■ **GIVEN RECORDS**:
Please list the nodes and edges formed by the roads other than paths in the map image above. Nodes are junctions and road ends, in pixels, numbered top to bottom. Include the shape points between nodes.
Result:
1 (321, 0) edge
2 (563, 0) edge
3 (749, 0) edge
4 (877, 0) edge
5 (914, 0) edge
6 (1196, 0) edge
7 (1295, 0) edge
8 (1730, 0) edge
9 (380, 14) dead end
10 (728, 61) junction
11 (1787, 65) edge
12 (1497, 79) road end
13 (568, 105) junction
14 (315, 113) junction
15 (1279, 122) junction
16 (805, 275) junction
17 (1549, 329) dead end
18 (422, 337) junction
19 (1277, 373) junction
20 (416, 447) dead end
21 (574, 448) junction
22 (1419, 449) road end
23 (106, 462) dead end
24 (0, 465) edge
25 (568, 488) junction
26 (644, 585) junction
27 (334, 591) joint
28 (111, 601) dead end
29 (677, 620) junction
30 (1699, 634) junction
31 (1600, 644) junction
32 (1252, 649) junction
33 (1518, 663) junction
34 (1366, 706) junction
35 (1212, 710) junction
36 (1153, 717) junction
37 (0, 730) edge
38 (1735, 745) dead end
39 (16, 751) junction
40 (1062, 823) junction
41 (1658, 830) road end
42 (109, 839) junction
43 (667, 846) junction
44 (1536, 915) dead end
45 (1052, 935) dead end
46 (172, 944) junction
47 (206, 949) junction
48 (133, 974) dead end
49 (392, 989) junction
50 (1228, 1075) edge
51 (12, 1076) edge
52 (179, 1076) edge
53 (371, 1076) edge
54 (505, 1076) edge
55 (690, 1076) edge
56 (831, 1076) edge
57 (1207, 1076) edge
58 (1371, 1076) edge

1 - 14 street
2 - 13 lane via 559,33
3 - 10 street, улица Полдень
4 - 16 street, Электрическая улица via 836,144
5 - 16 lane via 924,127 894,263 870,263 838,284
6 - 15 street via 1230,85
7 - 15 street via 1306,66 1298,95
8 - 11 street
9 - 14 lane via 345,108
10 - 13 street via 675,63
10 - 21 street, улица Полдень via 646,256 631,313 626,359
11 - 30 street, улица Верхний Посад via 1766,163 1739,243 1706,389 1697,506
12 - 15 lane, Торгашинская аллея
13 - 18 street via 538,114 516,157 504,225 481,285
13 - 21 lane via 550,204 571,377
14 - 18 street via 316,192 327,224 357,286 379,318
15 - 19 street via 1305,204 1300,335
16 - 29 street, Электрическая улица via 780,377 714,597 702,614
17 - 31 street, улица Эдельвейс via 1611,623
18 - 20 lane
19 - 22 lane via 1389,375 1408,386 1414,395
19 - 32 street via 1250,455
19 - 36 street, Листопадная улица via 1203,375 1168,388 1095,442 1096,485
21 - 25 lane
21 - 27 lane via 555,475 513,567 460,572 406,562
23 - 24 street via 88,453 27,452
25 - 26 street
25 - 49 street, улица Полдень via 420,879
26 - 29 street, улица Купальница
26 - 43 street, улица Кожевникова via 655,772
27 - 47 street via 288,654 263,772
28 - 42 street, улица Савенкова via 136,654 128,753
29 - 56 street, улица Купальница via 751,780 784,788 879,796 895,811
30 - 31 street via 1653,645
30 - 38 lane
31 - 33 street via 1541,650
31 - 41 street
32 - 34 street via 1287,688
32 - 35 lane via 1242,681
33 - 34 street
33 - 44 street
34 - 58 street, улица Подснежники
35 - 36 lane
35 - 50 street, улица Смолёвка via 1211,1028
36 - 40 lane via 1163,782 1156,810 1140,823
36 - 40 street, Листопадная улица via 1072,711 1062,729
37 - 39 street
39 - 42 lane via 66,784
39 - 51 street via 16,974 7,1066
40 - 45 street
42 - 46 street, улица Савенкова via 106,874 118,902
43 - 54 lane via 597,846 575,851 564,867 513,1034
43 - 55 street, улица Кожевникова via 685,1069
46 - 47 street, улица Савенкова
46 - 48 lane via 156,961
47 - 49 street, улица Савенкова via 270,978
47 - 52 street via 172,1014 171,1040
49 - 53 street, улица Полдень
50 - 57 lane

■ **EXERCISE BRIEF**: Return each line above exactly as it appears.

■ **RESULT**:
Please list the nodes and edges formed by the roads other than paths in the map image above. Nodes are junctions and road ends, in pixels, numbered top to bottom. Include the shape points between nodes.
Result:
1 (321, 0) edge
2 (563, 0) edge
3 (749, 0) edge
4 (877, 0) edge
5 (914, 0) edge
6 (1196, 0) edge
7 (1295, 0) edge
8 (1730, 0) edge
9 (380, 14) dead end
10 (728, 61) junction
11 (1787, 65) edge
12 (1497, 79) road end
13 (568, 105) junction
14 (315, 113) junction
15 (1279, 122) junction
16 (805, 275) junction
17 (1549, 329) dead end
18 (422, 337) junction
19 (1277, 373) junction
20 (416, 447) dead end
21 (574, 448) junction
22 (1419, 449) road end
23 (106, 462) dead end
24 (0, 465) edge
25 (568, 488) junction
26 (644, 585) junction
27 (334, 591) joint
28 (111, 601) dead end
29 (677, 620) junction
30 (1699, 634) junction
31 (1600, 644) junction
32 (1252, 649) junction
33 (1518, 663) junction
34 (1366, 706) junction
35 (1212, 710) junction
36 (1153, 717) junction
37 (0, 730) edge
38 (1735, 745) dead end
39 (16, 751) junction
40 (1062, 823) junction
41 (1658, 830) road end
42 (109, 839) junction
43 (667, 846) junction
44 (1536, 915) dead end
45 (1052, 935) dead end
46 (172, 944) junction
47 (206, 949) junction
48 (133, 974) dead end
49 (392, 989) junction
50 (1228, 1075) edge
51 (12, 1076) edge
52 (179, 1076) edge
53 (371, 1076) edge
54 (505, 1076) edge
55 (690, 1076) edge
56 (831, 1076) edge
57 (1207, 1076) edge
58 (1371, 1076) edge

1 - 14 street
2 - 13 lane via 559,33
3 - 10 street, улица Полдень
4 - 16 street, Электрическая улица via 836,144
5 - 16 lane via 924,127 894,263 870,263 838,284
6 - 15 street via 1230,85
7 - 15 street via 1306,66 1298,95
8 - 11 street
9 - 14 lane via 345,108
10 - 13 street via 675,63
10 - 21 street, улица Полдень via 646,256 631,313 626,359
11 - 30 street, улица Верхний Посад via 1766,163 1739,243 1706,389 1697,506
12 - 15 lane, Торгашинская аллея
13 - 18 street via 538,114 516,157 504,225 481,285
13 - 21 lane via 550,204 571,377
14 - 18 street via 316,192 327,224 357,286 379,318
15 - 19 street via 1305,204 1300,335
16 - 29 street, Электрическая улица via 780,377 714,597 702,614
17 - 31 street, улица Эдельвейс via 1611,623
18 - 20 lane
19 - 22 lane via 1389,375 1408,386 1414,395
19 - 32 street via 1250,455
19 - 36 street, Листопадная улица via 1203,375 1168,388 1095,442 1096,485
21 - 25 lane
21 - 27 lane via 555,475 513,567 460,572 406,562
23 - 24 street via 88,453 27,452
25 - 26 street
25 - 49 street, улица Полдень via 420,879
26 - 29 street, улица Купальница
26 - 43 street, улица Кожевникова via 655,772
27 - 47 street via 288,654 263,772
28 - 42 street, улица Савенкова via 136,654 128,753
29 - 56 street, улица Купальница via 751,780 784,788 879,796 895,811
30 - 31 street via 1653,645
30 - 38 lane
31 - 33 street via 1541,650
31 - 41 street
32 - 34 street via 1287,688
32 - 35 lane via 1242,681
33 - 34 street
33 - 44 street
34 - 58 street, улица Подснежники
35 - 36 lane
35 - 50 street, улица Смолёвка via 1211,1028
36 - 40 lane via 1163,782 1156,810 1140,823
36 - 40 street, Листопадная улица via 1072,711 1062,729
37 - 39 street
39 - 42 lane via 66,784
39 - 51 street via 16,974 7,1066
40 - 45 street
42 - 46 street, улица Савенкова via 106,874 118,902
43 - 54 lane via 597,846 575,851 564,867 513,1034
43 - 55 street, улица Кожевникова via 685,1069
46 - 47 street, улица Савенкова
46 - 48 lane via 156,961
47 - 49 street, улица Савенкова via 270,978
47 - 52 street via 172,1014 171,1040
49 - 53 street, улица Полдень
50 - 57 lane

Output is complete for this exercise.